Making the most of pasture

9 February 2018

Similar to a high Breeding Worth cow, a high genetic merit ryegrass cultivar won’t fulfil its potential if it’s not managed properly.

The choice of plant species and cultivar plays a major role in maximising the life of pasture, the amount of feed available for cows and ultimately the amount of profit from every hectare of pasture.

Why does pasture renewal matter?

Pasture renewal is important for increasing pasture productivity and long-term farm profitability. Replacing poor-producing pasture is one of the simplest ways to invest on-farm for a significant and relatively predictable rate of return.

Pastures can grow indefinitely but, over time, factors such as drought, pests, and pugging will cause pasture to deteriorate with these adverse effects:

  • total dry matter production drops
  • desirable species decline
  • weeds increase
  • feed value reduces.

Benefits of pasture renewal

  • New pasture is significantly more productive.
  • Control over seasonality of production.
  • Higher metabolisable energy.
  • Access to new endophytes developed to solve regional problems, such as resistance to pests and diseases, and greater tolerance of drought.
  • Cows on new pasture graze more grass, resulting in more milksolids production, and/or faster liveweight gains.

Identify poorest paddocks

Your poorest producing paddocks are the best ones to renew.
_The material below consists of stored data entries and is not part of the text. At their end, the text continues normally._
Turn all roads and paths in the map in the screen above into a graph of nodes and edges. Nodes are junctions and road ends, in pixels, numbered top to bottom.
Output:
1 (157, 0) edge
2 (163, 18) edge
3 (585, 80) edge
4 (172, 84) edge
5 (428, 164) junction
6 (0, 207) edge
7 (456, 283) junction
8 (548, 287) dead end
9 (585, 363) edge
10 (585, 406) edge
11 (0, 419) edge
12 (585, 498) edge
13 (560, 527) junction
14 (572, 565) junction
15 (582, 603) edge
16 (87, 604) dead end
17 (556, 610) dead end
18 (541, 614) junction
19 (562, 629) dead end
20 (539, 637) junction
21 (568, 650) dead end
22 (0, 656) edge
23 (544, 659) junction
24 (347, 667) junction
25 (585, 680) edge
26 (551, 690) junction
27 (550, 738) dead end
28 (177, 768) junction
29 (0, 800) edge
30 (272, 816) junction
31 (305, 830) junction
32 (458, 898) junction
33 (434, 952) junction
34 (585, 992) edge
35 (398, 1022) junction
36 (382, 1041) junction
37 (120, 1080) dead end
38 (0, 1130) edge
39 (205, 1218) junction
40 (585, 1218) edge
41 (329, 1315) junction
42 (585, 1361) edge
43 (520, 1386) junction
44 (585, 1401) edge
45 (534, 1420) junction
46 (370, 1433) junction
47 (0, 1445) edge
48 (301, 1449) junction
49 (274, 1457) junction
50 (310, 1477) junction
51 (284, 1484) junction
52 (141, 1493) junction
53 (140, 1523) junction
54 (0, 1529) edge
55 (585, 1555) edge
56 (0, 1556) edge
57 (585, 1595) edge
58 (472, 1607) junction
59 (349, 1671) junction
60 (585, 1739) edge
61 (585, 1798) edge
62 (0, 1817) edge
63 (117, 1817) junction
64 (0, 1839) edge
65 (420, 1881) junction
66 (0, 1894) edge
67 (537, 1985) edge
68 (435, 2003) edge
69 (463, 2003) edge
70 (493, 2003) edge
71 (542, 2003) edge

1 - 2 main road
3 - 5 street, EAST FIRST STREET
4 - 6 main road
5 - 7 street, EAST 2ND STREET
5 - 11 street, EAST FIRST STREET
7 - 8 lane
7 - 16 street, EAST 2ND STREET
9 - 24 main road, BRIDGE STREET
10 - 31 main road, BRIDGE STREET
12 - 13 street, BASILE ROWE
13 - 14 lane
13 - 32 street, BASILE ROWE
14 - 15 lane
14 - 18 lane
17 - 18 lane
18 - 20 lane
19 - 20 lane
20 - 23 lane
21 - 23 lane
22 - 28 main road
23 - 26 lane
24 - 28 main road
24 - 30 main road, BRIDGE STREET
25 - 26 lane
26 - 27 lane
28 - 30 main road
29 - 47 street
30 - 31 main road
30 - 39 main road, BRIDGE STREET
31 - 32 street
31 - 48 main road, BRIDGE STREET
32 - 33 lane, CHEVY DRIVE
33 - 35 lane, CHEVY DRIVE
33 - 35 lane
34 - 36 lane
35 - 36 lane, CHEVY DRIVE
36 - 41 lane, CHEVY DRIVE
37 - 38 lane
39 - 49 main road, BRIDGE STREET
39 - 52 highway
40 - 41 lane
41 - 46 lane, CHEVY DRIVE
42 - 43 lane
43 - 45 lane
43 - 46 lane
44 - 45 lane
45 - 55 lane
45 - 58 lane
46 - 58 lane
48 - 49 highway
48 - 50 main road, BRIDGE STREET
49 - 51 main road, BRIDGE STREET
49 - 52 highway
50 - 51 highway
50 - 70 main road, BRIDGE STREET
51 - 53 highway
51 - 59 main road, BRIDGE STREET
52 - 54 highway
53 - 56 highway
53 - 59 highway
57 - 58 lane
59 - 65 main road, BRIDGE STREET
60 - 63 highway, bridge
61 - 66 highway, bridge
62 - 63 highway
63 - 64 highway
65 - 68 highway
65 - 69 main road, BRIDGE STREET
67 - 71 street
That’s because they have the greatest potential for improvement, as long as underlying negative factors such as drainage problems and pests are addressed.

Use grazing and yield records to identify your best and worst paddocks. The more measures and assessments you have for comparison, the better and easier it will be to make decisions.

Farmers without accurate records may want to use the Pasture Condition Score Tool. Developed by a DairyNZ-led industry group, this tool outlines a plan for assessing and ranking paddocks based on the extent of damage from the likes of pests and pugging. Check it out at

Get establishment right

If you want high quality pasture, you’ll need to spend time planning ahead and preparing soil before you start sowing. There are several key steps to consider.

1. Early sowing date

The first step in your preparation is to think about when to sow seed. In most districts, it pays to have seed in the ground by March 31, provided you’ve given attention to moisture retention in the seed bed. Sowing later means you’ll face a greater risk of pasture damage in winter and spring; reduced yield; and small, less densely tillered plants coming out of winter.

2. Seed bed preparation

A fine, firm, weed-free seedbed is ideal for plants to become established. Many farmers overlook the important step of rolling their seedbed to achieve consolidation prior to sowing. A consolidated seedbed conserves moisture and makes it possible to achieve the correct sowing depth, especially with a seed drill. Without consolidation, you may end up with a soft seedbed where wheel tracks are pushed down and coulter depths vary, leading to uneven seed depth and establishment.

3. Seed sowing rate

You also need to decide how much seed to spread. There is no ‘correct’ ryegrass seed sowing rate for New Zealand farms; the appropriate sowing rate will depend on your sowing method.

Both a standard and lower perennial ryegrass sowing rate can work well but lower rates need to be very well managed.

4. First grazing

Pastures grow slowly until they are ‘nipped off’ at first grazing, which accelerates both their growth rate and tillering.

To decide if a pasture is ready for its first grazing, make sure it passes the ‘pluck test’. This is where you check the plants are firmly rooted in the soil. If you can’t pluck them out by hand, they’re ready for grazing.

Careful summer management

Follow these tips for managing pasture through its ‘yearling’ establishment phase.

  • Graze for the first time only when new seedlings cannot be pulled out by hand plucking. This is usually six-eight weeks after sowing.
  • Graze consistently to the same residual through the first winter and spring, leaving 4.5-5.5cm in height. This encourages growth and tillering of new ryegrass plants and helps avoid shading and suppression of white clover seedlings (as well as maintaining pasture quality).
  • Graze consistently at the same pre-grazing mass (2800-3200 kilograms of dry matter/hectare depending on type of pasture). Letting a pasture get too long, particularly in late spring, reduces its density by shading out daughter tillers.
  • Do not make hay or heavy crops of silage from new pastures in their first year as this damages plants (reduces tillering and root growth).
  • New pasture responds well to nitrogen so make two small applications of about 25-30 kilograms of nitrogen/hectare over the first six months when conditions allow (i.e not water-logged and soil temperature is above 7° Celsius).
  • To be considered successfully established, a pasture must be dense, well-tillered and have survived a summer. Pasture management through summer has a major impact on future performance.